BRIEF -
Count the lines below containing "LORCA"; state the number only.

Collected data entries
****

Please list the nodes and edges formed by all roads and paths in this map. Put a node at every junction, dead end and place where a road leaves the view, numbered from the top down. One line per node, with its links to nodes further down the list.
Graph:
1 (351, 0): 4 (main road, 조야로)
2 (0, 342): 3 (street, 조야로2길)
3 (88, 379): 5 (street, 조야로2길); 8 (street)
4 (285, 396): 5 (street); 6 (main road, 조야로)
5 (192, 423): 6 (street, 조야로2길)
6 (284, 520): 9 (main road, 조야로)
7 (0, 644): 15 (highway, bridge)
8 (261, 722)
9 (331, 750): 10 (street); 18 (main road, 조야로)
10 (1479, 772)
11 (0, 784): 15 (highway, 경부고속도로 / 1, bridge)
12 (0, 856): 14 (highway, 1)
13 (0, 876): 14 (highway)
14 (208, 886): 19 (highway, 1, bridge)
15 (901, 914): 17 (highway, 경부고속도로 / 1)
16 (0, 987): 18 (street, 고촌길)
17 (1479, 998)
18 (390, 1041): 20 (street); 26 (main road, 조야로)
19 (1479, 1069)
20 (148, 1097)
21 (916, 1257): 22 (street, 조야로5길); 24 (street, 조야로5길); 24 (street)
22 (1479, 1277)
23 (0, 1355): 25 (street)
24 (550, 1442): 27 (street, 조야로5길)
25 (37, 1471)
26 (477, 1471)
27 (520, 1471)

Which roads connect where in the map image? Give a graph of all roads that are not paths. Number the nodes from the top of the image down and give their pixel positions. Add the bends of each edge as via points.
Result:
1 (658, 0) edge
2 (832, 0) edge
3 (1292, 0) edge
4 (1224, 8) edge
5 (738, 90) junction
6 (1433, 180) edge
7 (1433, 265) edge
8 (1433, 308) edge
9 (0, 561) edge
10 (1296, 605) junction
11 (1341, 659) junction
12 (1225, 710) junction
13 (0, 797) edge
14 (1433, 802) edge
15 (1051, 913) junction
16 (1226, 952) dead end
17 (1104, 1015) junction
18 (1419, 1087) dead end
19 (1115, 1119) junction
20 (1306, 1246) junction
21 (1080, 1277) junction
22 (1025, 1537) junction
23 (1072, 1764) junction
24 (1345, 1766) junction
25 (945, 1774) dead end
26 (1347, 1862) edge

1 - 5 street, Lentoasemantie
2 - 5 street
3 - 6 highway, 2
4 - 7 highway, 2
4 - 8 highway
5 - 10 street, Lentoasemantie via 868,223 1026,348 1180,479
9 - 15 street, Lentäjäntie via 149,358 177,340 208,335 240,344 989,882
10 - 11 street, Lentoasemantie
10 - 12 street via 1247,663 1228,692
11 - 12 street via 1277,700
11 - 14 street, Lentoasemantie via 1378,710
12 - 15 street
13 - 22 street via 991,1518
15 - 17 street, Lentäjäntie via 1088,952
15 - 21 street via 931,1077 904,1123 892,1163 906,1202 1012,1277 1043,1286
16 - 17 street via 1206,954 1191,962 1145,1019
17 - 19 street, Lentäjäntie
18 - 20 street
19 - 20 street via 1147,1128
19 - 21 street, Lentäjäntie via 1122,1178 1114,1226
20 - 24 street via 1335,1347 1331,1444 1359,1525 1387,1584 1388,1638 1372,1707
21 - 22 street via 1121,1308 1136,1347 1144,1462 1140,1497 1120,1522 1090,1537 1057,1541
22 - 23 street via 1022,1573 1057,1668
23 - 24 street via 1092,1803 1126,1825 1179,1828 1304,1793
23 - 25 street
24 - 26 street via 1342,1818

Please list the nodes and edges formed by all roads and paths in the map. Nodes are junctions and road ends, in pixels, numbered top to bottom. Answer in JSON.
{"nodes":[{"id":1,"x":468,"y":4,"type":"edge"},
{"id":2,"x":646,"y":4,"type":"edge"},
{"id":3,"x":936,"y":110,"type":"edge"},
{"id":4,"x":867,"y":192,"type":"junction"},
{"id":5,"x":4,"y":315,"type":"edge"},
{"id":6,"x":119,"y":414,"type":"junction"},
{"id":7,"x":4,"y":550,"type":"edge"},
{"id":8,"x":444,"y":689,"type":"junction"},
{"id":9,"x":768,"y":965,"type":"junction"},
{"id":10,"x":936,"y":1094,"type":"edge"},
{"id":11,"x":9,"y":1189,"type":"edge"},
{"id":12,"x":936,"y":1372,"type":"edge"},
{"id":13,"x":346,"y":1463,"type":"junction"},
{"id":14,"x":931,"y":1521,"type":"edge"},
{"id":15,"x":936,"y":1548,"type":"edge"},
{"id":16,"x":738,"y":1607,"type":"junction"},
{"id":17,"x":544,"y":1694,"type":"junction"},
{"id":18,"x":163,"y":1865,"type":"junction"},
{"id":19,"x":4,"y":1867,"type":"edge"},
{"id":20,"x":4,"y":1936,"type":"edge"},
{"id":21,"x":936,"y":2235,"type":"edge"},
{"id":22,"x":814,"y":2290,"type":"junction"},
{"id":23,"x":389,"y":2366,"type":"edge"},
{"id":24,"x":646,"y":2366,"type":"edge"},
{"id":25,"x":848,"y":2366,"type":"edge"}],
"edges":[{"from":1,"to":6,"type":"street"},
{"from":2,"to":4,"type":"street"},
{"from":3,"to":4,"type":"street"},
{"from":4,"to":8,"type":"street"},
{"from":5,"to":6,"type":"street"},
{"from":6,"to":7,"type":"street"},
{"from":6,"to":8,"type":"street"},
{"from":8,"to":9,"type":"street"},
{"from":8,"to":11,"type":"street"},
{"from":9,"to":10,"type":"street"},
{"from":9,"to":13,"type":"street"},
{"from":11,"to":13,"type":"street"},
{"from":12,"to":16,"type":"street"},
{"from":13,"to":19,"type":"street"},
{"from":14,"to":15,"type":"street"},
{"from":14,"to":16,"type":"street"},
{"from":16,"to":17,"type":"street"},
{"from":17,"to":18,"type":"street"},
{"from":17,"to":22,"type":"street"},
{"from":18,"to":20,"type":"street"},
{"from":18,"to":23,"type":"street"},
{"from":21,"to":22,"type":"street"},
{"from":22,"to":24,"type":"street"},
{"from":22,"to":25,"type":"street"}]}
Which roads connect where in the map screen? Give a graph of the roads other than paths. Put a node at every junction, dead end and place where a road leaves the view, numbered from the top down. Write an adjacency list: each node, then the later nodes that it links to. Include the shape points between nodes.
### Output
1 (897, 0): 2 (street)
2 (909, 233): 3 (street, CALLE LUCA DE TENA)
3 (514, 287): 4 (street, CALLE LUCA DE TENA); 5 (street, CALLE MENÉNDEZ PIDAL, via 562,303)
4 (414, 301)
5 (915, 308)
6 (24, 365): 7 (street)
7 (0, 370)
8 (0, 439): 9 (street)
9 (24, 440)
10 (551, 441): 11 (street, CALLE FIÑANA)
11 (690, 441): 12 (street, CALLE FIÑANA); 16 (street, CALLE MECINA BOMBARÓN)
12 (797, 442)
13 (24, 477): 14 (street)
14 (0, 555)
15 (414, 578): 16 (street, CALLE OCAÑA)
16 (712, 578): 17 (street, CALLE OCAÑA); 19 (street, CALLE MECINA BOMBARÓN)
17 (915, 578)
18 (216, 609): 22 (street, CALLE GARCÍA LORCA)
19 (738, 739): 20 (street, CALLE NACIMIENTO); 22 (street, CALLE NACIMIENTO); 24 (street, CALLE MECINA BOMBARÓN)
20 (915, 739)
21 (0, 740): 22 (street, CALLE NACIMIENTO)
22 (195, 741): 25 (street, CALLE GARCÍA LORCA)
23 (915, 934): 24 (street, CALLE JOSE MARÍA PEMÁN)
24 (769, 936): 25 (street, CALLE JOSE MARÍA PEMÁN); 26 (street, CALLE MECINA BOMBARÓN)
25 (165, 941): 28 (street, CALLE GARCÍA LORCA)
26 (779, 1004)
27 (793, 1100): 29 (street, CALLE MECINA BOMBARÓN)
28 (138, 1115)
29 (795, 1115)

****

RESPONSE TO THIS TASK -
3